Data from this study (Tables S1, S2) and Sett et al. (2014) were fitted to Eq. (2) using the non-linear regression fit procedure nlinfit in MATLAB (MathWorks). The reason only these studies were chosen, from the multitude of E. huxleyi datasets, is because (1) they use the same strain (PML B92/11), (2) they have the same nutrient conditions, and (3) they use the same carbonate chemistry manipulation methods. Nevertheless, the two chosen studies provided light (six levels) and temperature (three levels) interactions over a broad carbonate chemistry speciation range. It is noted that in both studies the carbonate chemistry system is coupled, meaning that a change in CO2 results in a change in pH. This method reflects the changes in carbonate chemistry speciation due to ongoing ocean acidification (Bach et al.2011, 2013). However, some studies have examined the effects of decoupled carbonate chemistry where CO2 is changed at a constant pH. This approach is used to tease apart the independent effects of H+ and CO2 on physiological responses (see Bach et al.2013).
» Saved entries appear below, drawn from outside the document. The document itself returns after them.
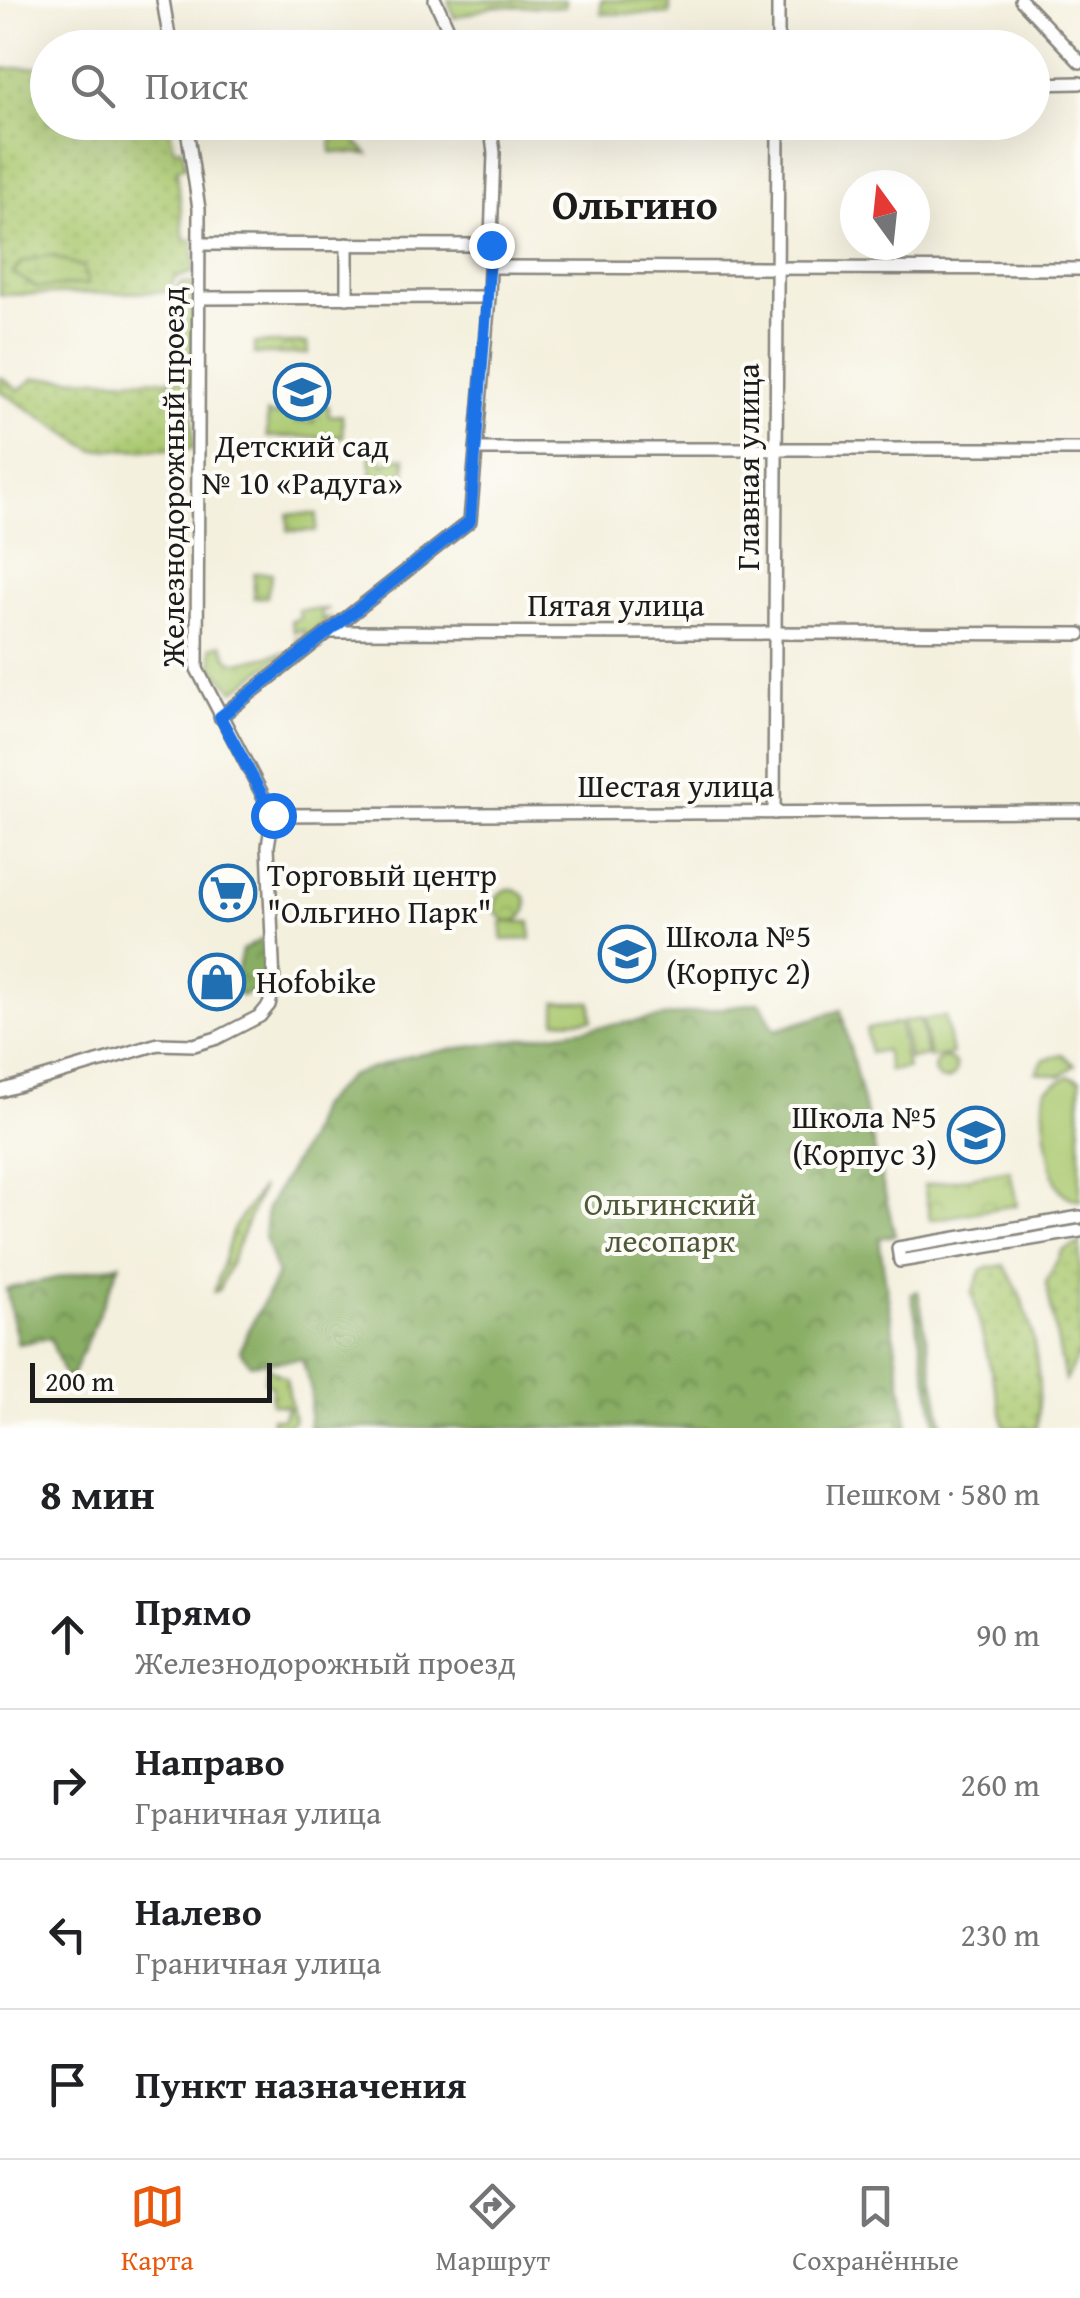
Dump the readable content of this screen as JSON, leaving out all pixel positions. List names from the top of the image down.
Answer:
{
  "streets": {
    "street": [
      "Главная улица",
      "Железнодорожный проезд",
      "Пятая улица",
      "Шестая улица"
    ]
  },
  "crossings": [
    ["Главная улица", "Пятая улица"],
    ["Главная улица", "Шестая улица"],
    ["Железнодорожный проезд", "Шестая улица"]
  ],
  "districts": ["Ольгино"],
  "parks": ["Ольгинский лесопарк"],
  "places": {
    "school or university": ["Детский сад № 10 «Радуга»", "Школа №5 (Корпус 2)", "Школа №5 (Корпус 3)"],
    "supermarket": ["Торговый центр \"Ольгино Парк\""],
    "shop": ["Hofobike"]
  },
  "scale_bar": "200 m",
  "north": "top",
  "page": {
    "search": "Поиск",
    "scale": "200 m",
    "heading": ["8 мин", "Пешком · 580 m"],
    "list": [
      ["Прямо", "Железнодорожный проезд", "90 m"],
      ["Направо", "Граничная улица", "260 m"],
      ["Налево", "Граничная улица", "230 m"],
      "Пункт назначения"
    ],
    "nav": ["Карта", "Маршрут", "Сохранённые"]
  }
}
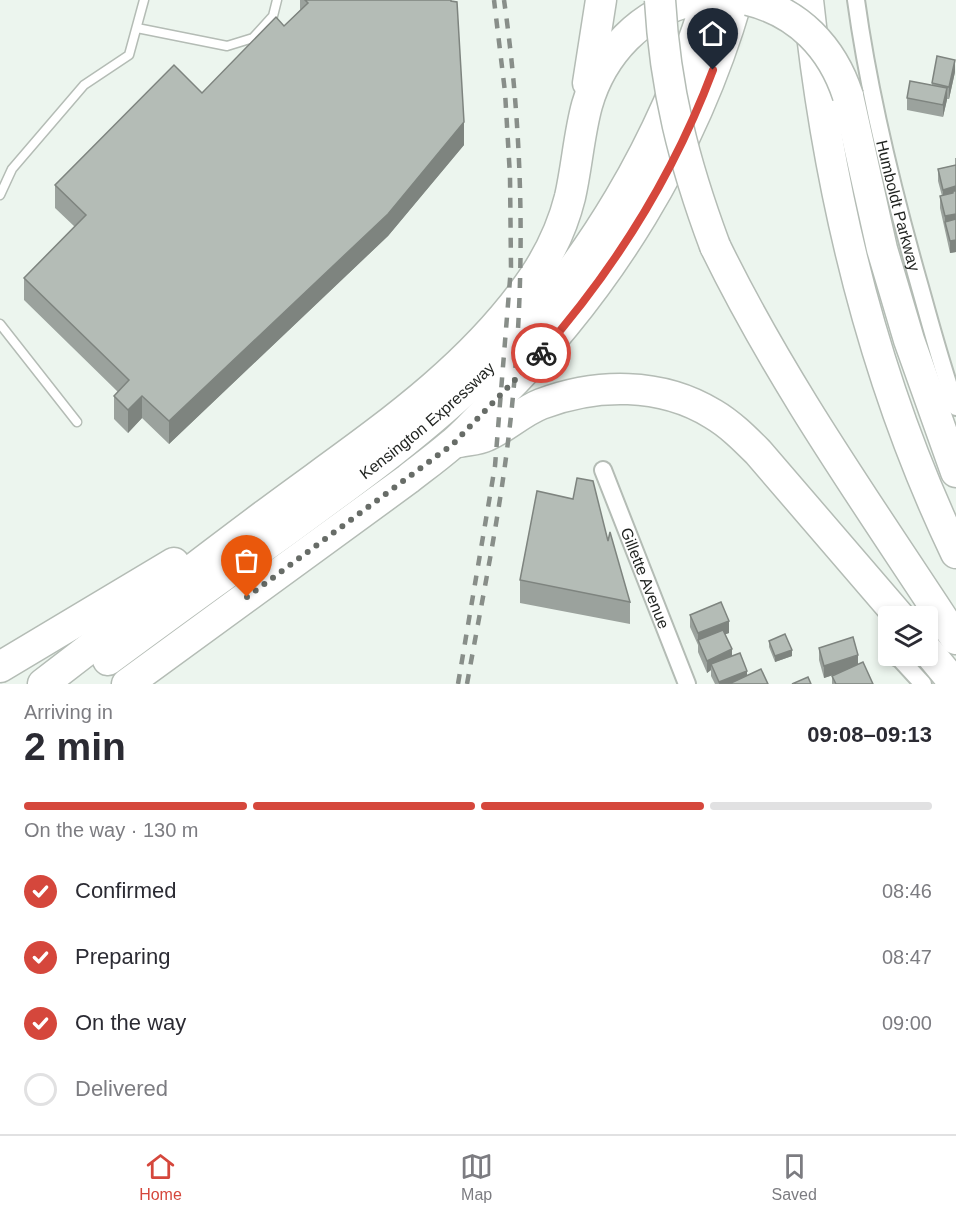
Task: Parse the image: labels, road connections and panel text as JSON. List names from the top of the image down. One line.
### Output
{"streets":{"highway":["Kensington Expressway"],"street":["Humboldt Parkway","Gillette Avenue"]},"page":{"heading":["2 min","Arriving in","09:08–09:13"],"bar":"On the way · 130 m","list":[["Confirmed","08:46"],["Preparing","08:47"],["On the way","09:00"],"Delivered"],"tabs":["Home","Map","Saved"]}}
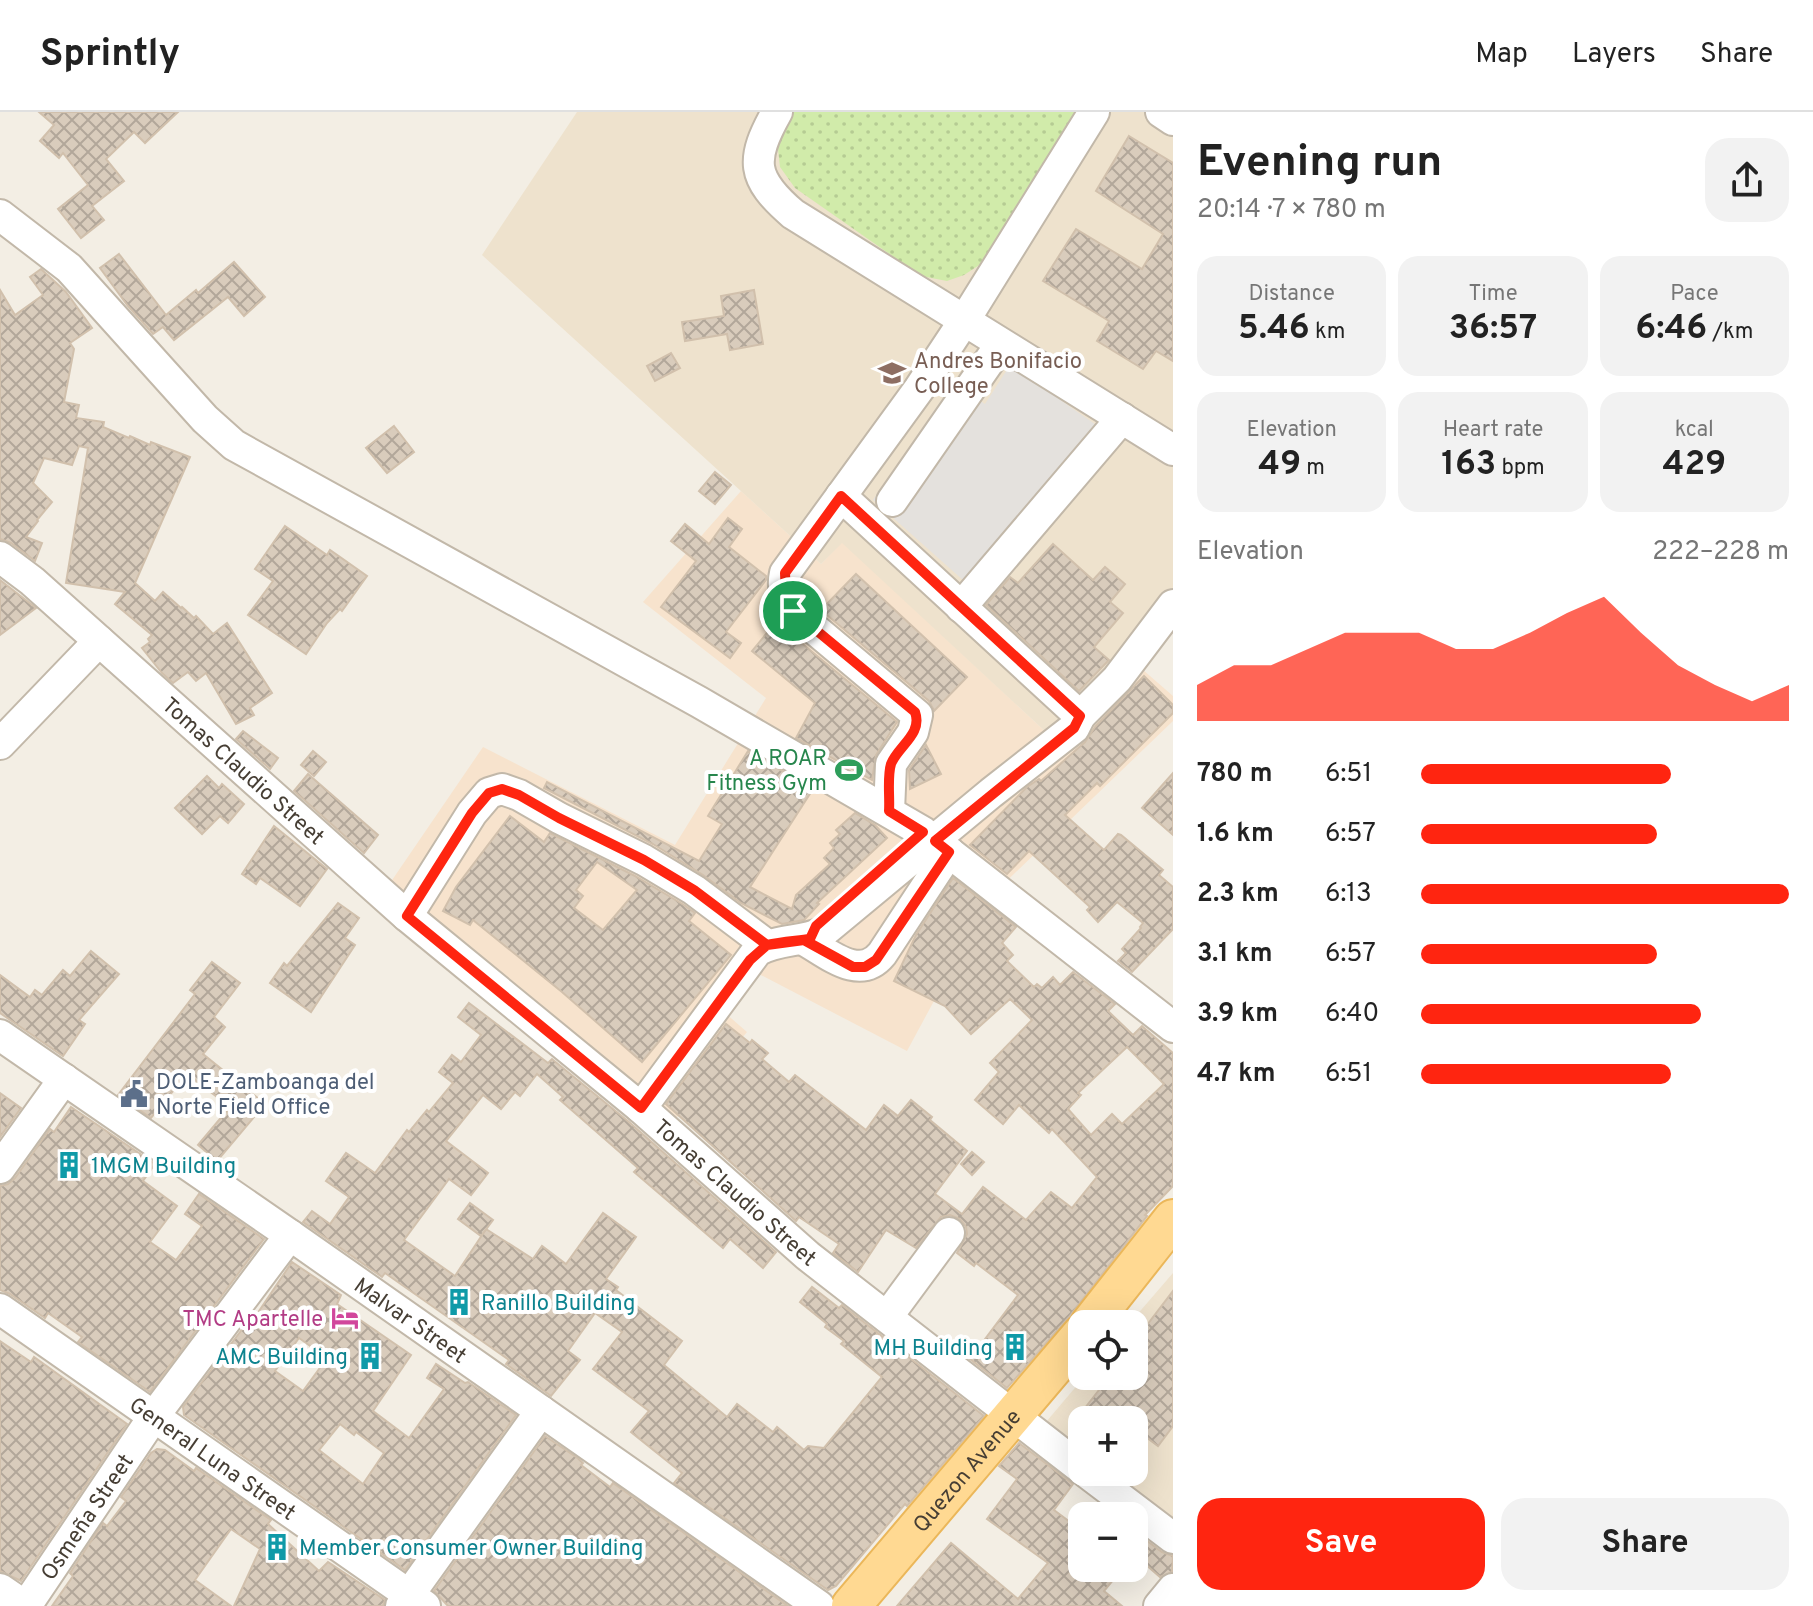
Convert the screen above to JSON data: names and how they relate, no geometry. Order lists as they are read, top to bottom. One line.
{"streets":{"main road":["Quezon Avenue"],"street":["Tomas Claudio Street","Malvar Street","General Luna Street","Osmeña Street"]},"crossings":[["Tomas Claudio Street","Quezon Avenue"],["Malvar Street","Osmeña Street"],["General Luna Street","Osmeña Street"]],"places":{"school or university":["Andres Bonifacio College"],"sports":["A ROAR Fitness Gym"],"public building":["DOLE-Zamboanga del Norte Field Office"],"building":["1MGM Building","Ranillo Building","MH Building","AMC Building","Member Consumer Owner Building"],"hotel":["TMC Apartelle"]},"page":{"header":"Sprintly","nav":["Map","Layers","Share"],"heading":["Evening run","20:14 · 7 × 780 m"],"stats":[["Distance","5.46 km"],["Time","36:57"],["Pace","6:46 /km"],["Elevation","49 m"],["Heart rate","163 bpm"],["kcal","429"]],"chart":["Elevation","222–228 m"],"list":[{"name":"780 m","note":"6:51"},{"name":"1.6 km","note":"6:57"},{"name":"2.3 km","note":"6:13"},{"name":"3.1 km","note":"6:57"},{"name":"3.9 km","note":"6:40"},{"name":"4.7 km","note":"6:51"}],"map_buttons":["+","−"],"buttons":["Save","Share"]}}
While Eq. (2) can also be used to explain responses under decoupled carbonate chemistry conditions (see Gafar et al.2018 for details), the fit obtained here is only valid for coupled CO2/pH changes as no data from decoupled experiments (i.e. Bach et al.2011) have been used. The reason for this is that Bach et al. (2011) does not contain data of temperature, light and carbonate chemistry interactions.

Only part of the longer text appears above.